▶ Your assignment
Only the lines from the start of the entries through the line with "margin:0; font-family:Kalam,sans-serif; background:var(--page);" should be returned, each exactly as it stands, and no pictures.

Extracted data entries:
....

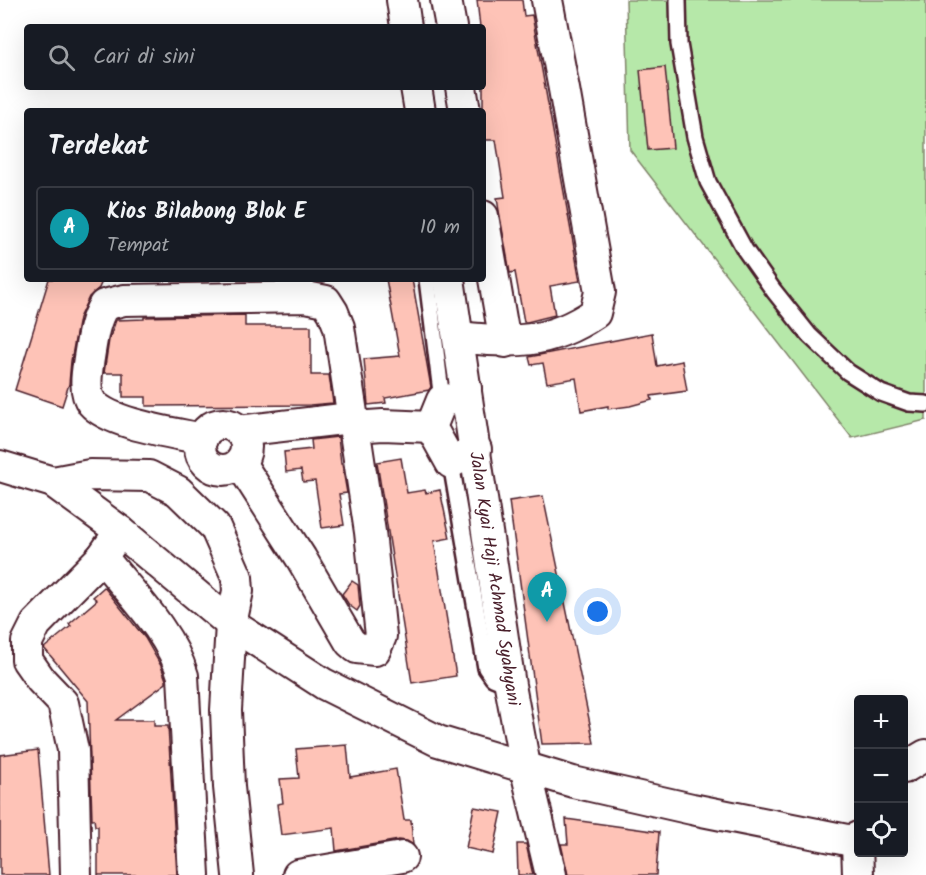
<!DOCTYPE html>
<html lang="id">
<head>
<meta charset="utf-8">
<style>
  :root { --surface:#171b24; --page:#242831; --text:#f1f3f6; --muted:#9ea1a6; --line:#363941; --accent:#d1495b }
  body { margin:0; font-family:Kalam,sans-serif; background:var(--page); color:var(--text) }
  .controls { position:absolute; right:18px; bottom:18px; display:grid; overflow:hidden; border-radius:6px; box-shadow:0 6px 24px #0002 }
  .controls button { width:54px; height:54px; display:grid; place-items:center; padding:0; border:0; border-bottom:2px solid var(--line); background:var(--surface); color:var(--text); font:30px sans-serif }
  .you { position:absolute; left:598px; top:612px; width:21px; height:21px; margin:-15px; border:4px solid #fff; border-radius:50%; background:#1a73e8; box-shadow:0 0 0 9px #1a73e833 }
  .badge { display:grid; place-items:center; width:39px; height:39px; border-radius:50%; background:var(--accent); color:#fff; font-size:20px; font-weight:700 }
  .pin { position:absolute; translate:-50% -50px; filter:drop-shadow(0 2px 3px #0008) }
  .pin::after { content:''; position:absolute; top:32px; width:21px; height:18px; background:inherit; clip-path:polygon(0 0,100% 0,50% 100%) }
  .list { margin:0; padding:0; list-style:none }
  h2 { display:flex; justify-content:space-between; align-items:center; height:78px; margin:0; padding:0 24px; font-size:26px }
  h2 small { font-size:20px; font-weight:400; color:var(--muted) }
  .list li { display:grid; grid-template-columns:39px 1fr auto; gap:18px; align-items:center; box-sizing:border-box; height:84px; margin:0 12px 12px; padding:0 12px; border:2px solid var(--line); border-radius:6px }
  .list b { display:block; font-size:22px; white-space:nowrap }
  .list p { margin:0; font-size:20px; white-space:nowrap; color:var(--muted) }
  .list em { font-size:20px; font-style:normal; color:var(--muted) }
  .icon { flex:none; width:33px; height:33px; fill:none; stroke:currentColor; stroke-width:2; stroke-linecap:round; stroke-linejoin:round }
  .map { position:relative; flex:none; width:926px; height:875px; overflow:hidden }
  .search { position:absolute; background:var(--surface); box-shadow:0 6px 24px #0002; left:24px; top:24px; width:462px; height:66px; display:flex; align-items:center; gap:15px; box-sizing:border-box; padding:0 21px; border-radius:6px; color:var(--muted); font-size:22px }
  .panel { position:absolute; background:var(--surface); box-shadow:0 6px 24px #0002; left:24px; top:108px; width:462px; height:174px; border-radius:6px }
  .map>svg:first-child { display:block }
  .green { fill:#b6e8a9; stroke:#80846a; stroke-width:1.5 }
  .building { fill:#fec3b7; stroke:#4a1f2b; stroke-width:1.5 }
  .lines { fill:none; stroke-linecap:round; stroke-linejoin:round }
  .service-casing { stroke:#4a1f2b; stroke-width:20 }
  .minor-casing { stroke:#4a1f2b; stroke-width:34 }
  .service { stroke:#fff; stroke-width:15 }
  .minor { stroke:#fff; stroke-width:30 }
  .labels { text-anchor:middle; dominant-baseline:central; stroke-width:6; stroke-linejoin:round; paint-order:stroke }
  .street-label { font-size:18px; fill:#4a1f2b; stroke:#fff }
</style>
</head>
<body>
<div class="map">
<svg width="926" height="875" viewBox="0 0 926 875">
  <rect width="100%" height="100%" fill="#fff"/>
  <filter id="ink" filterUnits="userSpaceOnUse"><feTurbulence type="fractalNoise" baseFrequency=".0167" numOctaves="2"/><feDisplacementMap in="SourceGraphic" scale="12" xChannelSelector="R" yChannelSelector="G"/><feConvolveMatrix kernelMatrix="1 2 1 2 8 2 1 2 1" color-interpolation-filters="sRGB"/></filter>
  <g filter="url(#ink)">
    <path class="green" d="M626,0H926V420L852,438L630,150Z"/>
    <g class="building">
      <path d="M477,0H522L524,16L532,15L580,281L550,286L555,315L527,322H524L515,272L510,273L499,211L497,198L505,197L496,140H483V27H480Z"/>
      <path d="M665,67L673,148L648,150L640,70Z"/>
      <path d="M49,279H103L99,288L89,297L79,318L71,361L69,384L62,406L15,390Z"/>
      <path d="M386,279H412L431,387L429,390L385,398L386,403L368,405L364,359L400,356Z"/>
      <path d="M245,315V326H311V375H329L333,403L310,405L146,406V397H123V373H104L109,340L116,320L144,319V317Z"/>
      <path d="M652,333L657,366L682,361L687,391L651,396L652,400L630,406L608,409V406L581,411L576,378L547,383L543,363L531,365L529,357Z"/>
      <path d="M338,437L341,464H342L347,493L339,494L344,525L322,528L315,481L303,482L301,470L286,472L284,452L312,449L311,440Z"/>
      <path d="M401,458L407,493L425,490L426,493L440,490L450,538L434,541L456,676L412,683L377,462Z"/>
      <path d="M543,496L594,743L542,744L509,501Z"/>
      <path d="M352,581L358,585L360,606L357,611L349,605L342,594Z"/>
      <path d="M104,587L145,638L161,666L166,680V683L116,720H154V726H168L177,875H98V826H95L94,819H92L88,701L44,648L71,626L69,624L97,600L93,597Z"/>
      <path d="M347,745L350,777L396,769L404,820H411L413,845L407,841L399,840L336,851L334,828L281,835L277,804L283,803L280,779L299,778L296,749Z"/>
      <path d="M38,750L49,875H0V755Z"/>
      <path d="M474,807L502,812L493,854L466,848Z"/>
      <path d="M566,819L659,832L656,875H568L561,844H568Z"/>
      <path d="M517,844H526L533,875H518Z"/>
    </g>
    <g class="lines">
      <g class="service-casing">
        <g id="service">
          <path d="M678,0L679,44L695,137L708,182L745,250L774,291L809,335L848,372L881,393L909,403L926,404"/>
          <path d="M427,279L442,400"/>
          <path d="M451,463L486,668L493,678L510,685"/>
        </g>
      </g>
      <g class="minor-casing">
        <g id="minor">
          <path d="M402,0L406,27"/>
          <path d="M446,0L451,27"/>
          <path d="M416,87L420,111"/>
          <path d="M461,87L465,111"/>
          <path d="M483,216L505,342"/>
          <path id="s1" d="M449,279L510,685L525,766L551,875"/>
          <path d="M459,337C513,343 548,345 595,313L600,292L564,89L547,0"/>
          <path d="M466,388L455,399L442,400L431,427L451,463L476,449"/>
          <circle cx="223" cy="447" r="23"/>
          <path d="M354,427L383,425L431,427"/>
          <path d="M239,431L351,418"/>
          <path d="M202,439C175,433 110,424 92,403C83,392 87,371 89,358C92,339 94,321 104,305L124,300L306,297L326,301L333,312L339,327L370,532L381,636L375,650L357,648L350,642L301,558L240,463"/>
          <path d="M0,466L53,482L120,531L231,624L324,684L438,741L573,782L692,809L857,842"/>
          <path d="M53,482L90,475L149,476L178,491L215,527L237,577L238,591L231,624L226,710L229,787L238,875"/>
          <path d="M102,557C131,594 170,631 183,676L194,875"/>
          <path d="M904,768L926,755"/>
          <path d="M76,875L73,750L63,703L41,680L27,660V642L36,624L102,557L120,531"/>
          <path d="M298,875L402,857"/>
          <path d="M858,875L857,842L858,837"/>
        </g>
      </g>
      <use href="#service" class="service"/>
      <use href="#minor" class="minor"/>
    </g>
  </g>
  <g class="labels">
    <g class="street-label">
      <text stroke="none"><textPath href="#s1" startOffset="303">Jalan Kyai Haji Achmad Syahyani</textPath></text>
    </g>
  </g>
</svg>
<div class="controls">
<button>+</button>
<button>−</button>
<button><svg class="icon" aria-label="locate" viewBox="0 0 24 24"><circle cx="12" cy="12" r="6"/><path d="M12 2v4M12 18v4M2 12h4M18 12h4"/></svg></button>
</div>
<div class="you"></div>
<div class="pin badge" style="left:547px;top:622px;background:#0f9aa8">A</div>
<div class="search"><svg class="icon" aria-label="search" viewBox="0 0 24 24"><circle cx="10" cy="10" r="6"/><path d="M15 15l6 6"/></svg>Cari di sini</div>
<section class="panel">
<h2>Terdekat<small></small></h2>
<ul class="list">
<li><span class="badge" style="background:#0f9aa8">A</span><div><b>Kios Bilabong Blok E</b><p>Tempat</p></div><em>10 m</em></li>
</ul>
</section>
</div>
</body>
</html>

....

▶ Worked solution
<!DOCTYPE html>
<html lang="id">
<head>
<meta charset="utf-8">
<style>
  :root { --surface:#171b24; --page:#242831; --text:#f1f3f6; --muted:#9ea1a6; --line:#363941; --accent:#d1495b }
  body { margin:0; font-family:Kalam,sans-serif; background:var(--page); color:var(--text) }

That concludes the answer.